TASK STATEMENT →
Report how many lines in the material hold the word "Caira". No other content is required.

INFORMATION SHOWN →

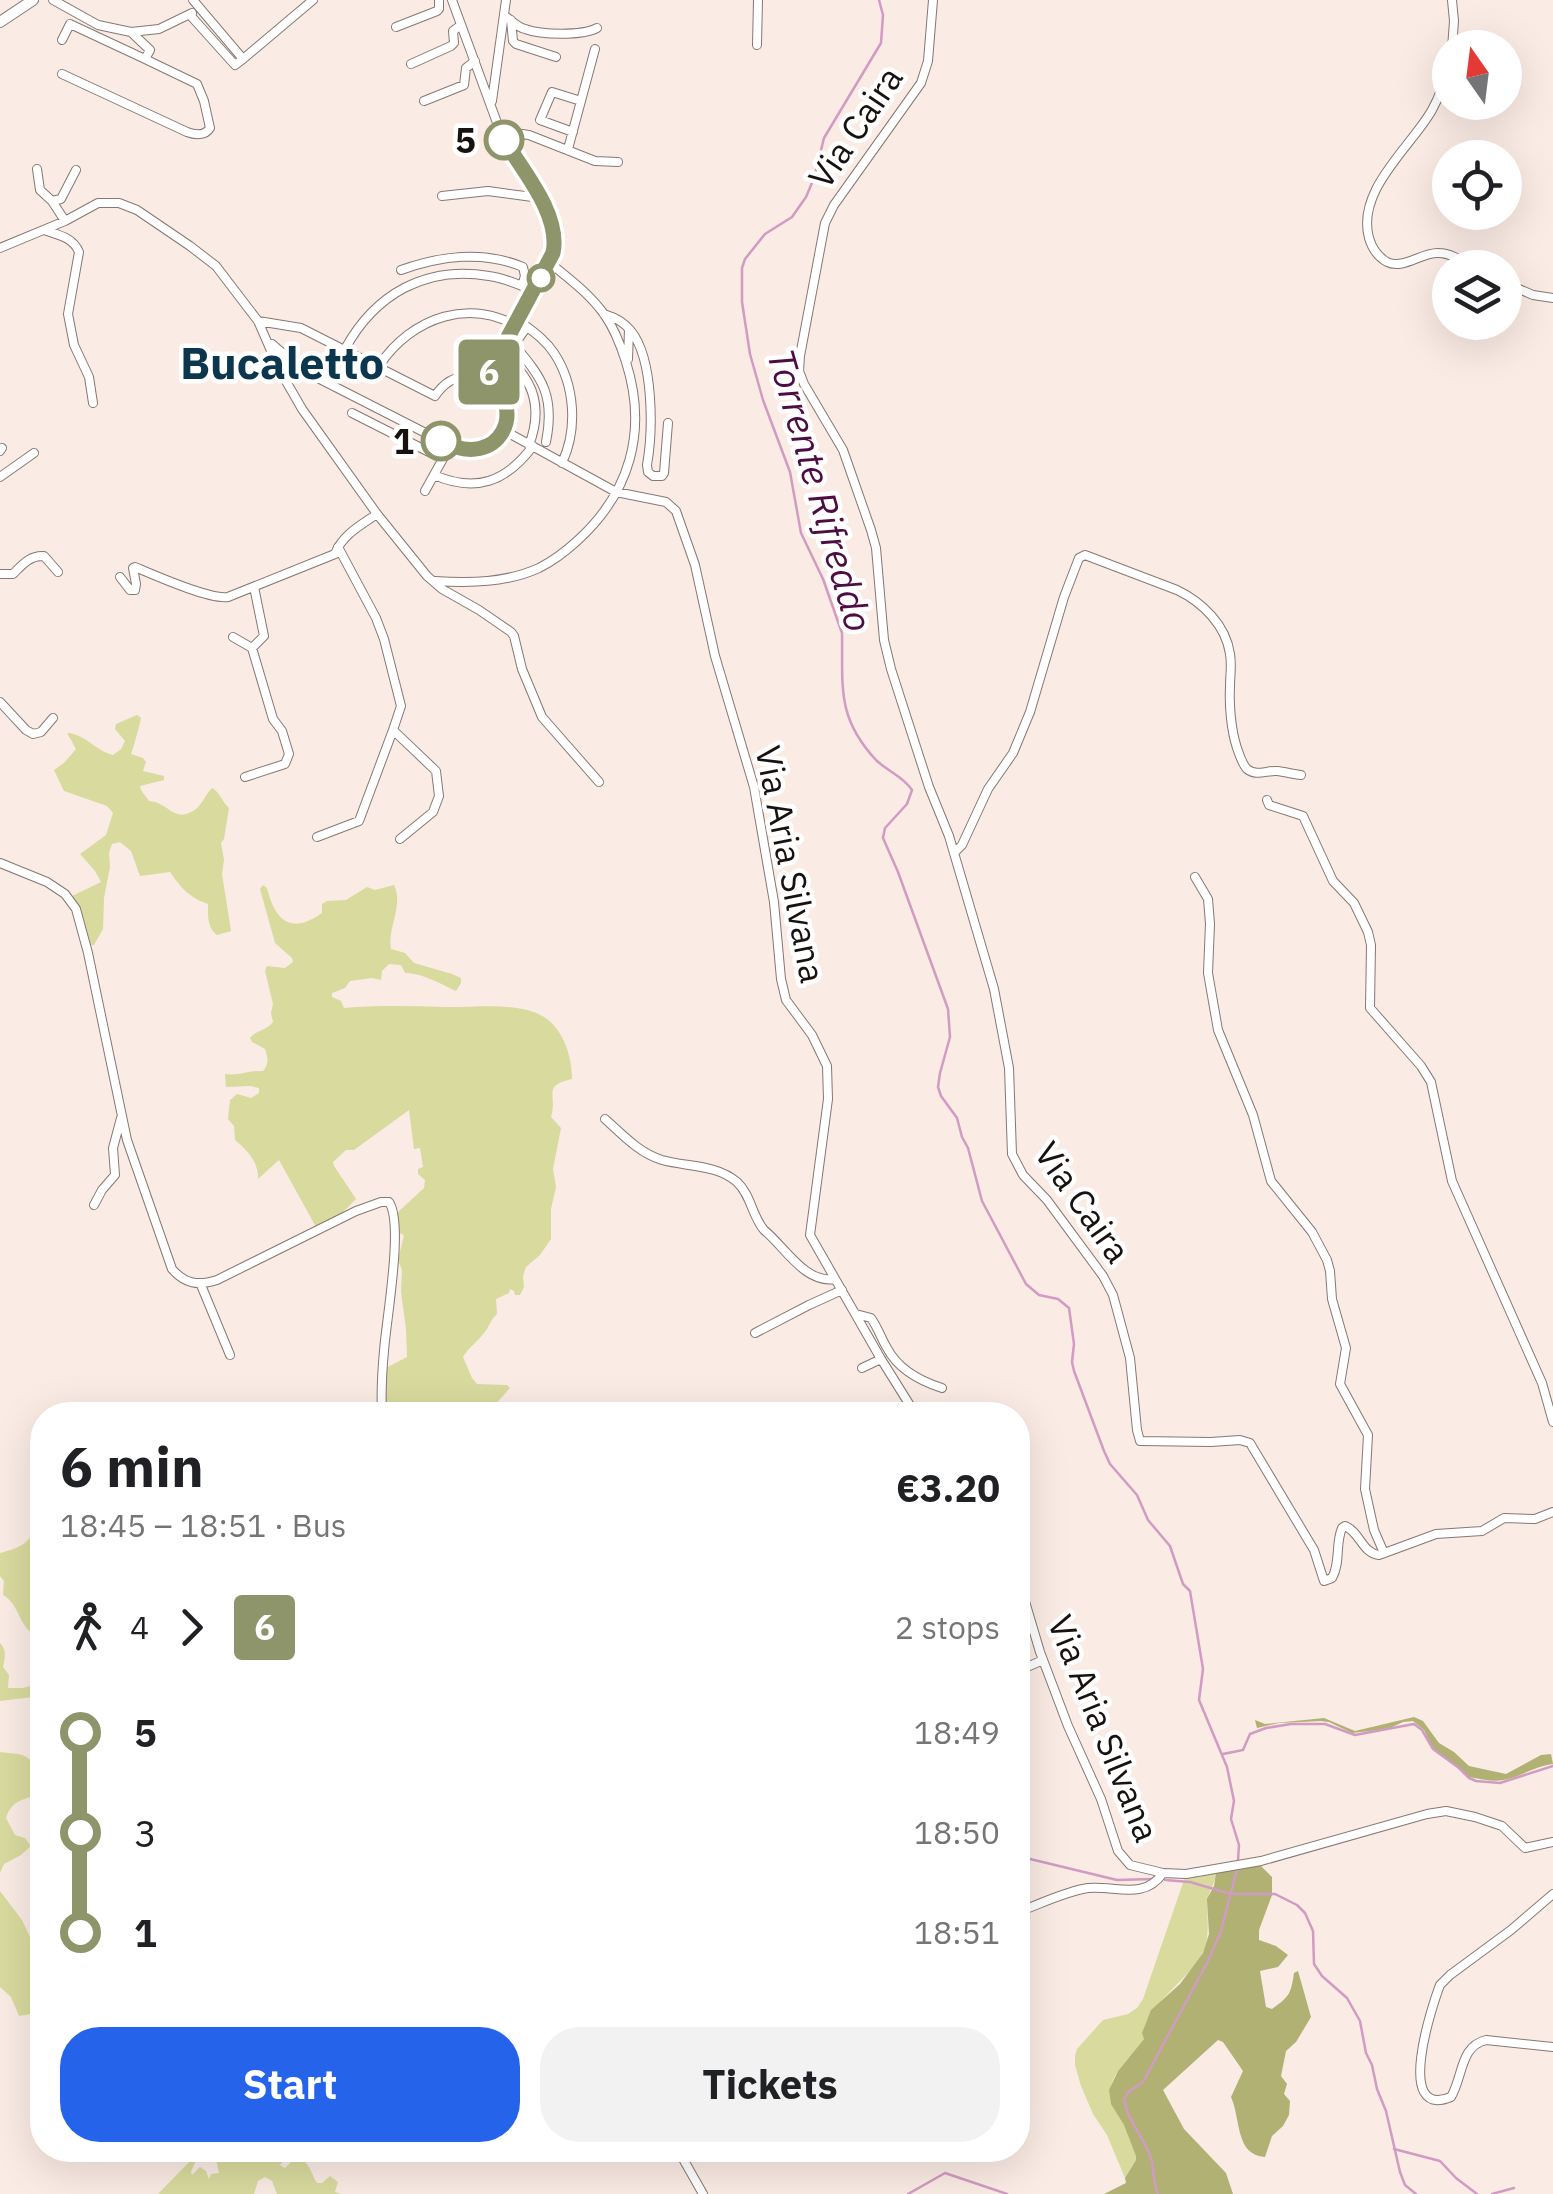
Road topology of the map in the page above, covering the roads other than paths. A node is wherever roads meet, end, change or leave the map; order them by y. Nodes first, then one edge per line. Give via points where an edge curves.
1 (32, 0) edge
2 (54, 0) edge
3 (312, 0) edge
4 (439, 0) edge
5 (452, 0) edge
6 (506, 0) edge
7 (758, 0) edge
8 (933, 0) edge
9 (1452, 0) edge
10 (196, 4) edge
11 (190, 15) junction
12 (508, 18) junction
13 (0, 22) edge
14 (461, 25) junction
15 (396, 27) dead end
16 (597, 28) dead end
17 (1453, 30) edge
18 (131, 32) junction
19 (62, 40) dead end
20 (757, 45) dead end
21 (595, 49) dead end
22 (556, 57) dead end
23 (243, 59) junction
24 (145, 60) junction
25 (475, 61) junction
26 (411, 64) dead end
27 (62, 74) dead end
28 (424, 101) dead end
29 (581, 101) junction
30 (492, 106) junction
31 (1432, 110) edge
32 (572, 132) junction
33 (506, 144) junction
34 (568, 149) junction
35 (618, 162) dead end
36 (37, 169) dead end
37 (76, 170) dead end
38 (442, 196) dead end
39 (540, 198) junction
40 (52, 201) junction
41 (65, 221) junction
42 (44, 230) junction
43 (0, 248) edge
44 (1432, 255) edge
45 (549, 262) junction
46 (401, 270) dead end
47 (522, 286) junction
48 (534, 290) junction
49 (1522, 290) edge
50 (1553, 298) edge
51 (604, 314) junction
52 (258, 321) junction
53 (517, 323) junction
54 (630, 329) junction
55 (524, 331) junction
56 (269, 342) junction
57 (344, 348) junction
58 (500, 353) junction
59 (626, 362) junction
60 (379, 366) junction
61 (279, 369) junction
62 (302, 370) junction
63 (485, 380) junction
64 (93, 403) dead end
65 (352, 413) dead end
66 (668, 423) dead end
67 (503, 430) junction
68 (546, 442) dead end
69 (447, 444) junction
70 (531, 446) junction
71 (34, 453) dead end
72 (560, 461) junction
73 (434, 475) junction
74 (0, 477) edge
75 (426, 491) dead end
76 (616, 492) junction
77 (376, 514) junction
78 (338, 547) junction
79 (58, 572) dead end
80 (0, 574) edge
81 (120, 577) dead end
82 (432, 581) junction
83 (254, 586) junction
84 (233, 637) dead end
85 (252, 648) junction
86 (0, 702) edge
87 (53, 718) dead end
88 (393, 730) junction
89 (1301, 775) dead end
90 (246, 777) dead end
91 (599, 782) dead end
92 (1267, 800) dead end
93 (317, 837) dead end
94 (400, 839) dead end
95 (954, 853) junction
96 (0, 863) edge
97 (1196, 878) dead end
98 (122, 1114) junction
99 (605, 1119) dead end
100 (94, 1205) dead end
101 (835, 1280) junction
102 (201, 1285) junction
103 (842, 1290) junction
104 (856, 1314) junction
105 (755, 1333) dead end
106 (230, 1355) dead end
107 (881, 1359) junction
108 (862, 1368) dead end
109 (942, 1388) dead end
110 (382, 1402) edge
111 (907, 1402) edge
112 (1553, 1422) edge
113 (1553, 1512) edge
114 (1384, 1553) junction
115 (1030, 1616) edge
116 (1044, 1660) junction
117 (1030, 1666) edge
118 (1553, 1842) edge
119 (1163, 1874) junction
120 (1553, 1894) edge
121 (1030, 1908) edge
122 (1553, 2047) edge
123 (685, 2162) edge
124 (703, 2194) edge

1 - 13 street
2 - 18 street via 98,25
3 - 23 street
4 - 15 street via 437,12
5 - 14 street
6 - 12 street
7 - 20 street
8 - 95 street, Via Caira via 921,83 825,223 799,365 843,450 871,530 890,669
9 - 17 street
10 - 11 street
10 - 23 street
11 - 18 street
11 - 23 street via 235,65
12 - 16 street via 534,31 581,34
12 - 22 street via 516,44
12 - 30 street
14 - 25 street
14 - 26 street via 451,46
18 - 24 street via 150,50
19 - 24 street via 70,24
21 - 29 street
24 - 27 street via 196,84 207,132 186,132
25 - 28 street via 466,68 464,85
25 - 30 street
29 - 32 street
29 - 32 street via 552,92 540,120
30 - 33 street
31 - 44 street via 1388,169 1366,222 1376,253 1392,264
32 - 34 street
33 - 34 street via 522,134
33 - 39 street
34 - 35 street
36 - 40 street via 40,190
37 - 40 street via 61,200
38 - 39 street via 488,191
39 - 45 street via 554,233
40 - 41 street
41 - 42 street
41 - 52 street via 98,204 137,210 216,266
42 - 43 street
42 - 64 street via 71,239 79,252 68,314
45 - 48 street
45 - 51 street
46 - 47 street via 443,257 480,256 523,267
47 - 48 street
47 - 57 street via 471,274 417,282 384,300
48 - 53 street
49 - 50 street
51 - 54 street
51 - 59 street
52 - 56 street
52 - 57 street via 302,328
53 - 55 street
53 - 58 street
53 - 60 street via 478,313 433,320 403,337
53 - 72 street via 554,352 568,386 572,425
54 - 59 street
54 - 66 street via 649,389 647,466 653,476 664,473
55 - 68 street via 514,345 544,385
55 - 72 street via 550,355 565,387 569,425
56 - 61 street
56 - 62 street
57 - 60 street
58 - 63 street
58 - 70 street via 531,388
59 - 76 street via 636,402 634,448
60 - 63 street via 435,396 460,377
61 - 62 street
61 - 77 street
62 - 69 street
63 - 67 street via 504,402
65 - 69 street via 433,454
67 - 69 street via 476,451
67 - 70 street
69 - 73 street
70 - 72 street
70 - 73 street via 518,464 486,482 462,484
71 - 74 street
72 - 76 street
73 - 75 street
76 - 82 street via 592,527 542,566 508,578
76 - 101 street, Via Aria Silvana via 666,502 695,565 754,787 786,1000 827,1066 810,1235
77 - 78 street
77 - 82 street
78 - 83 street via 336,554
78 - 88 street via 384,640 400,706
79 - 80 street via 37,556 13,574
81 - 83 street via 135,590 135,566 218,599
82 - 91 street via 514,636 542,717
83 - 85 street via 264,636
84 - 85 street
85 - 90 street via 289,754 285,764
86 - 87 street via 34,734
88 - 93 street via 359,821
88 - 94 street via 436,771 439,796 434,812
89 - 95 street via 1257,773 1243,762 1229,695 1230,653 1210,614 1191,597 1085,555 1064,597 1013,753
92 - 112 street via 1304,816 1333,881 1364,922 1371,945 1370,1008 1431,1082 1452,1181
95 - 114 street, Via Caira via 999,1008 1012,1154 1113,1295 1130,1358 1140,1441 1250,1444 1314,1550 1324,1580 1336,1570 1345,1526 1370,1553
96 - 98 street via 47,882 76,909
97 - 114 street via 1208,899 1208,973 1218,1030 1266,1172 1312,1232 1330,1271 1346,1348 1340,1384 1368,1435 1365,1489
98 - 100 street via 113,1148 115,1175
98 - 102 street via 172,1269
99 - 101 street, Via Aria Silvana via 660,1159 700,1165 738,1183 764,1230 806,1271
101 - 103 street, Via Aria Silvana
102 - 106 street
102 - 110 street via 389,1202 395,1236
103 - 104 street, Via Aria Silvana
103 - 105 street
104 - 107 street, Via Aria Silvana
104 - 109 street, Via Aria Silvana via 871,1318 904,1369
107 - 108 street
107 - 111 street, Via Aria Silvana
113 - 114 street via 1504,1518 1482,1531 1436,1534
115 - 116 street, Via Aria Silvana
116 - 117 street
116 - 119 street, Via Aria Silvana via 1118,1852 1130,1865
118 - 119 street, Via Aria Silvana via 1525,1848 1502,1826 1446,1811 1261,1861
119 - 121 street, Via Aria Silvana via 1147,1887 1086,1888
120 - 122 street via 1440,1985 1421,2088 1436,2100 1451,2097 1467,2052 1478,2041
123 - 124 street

EXERCISE ANSWER →
2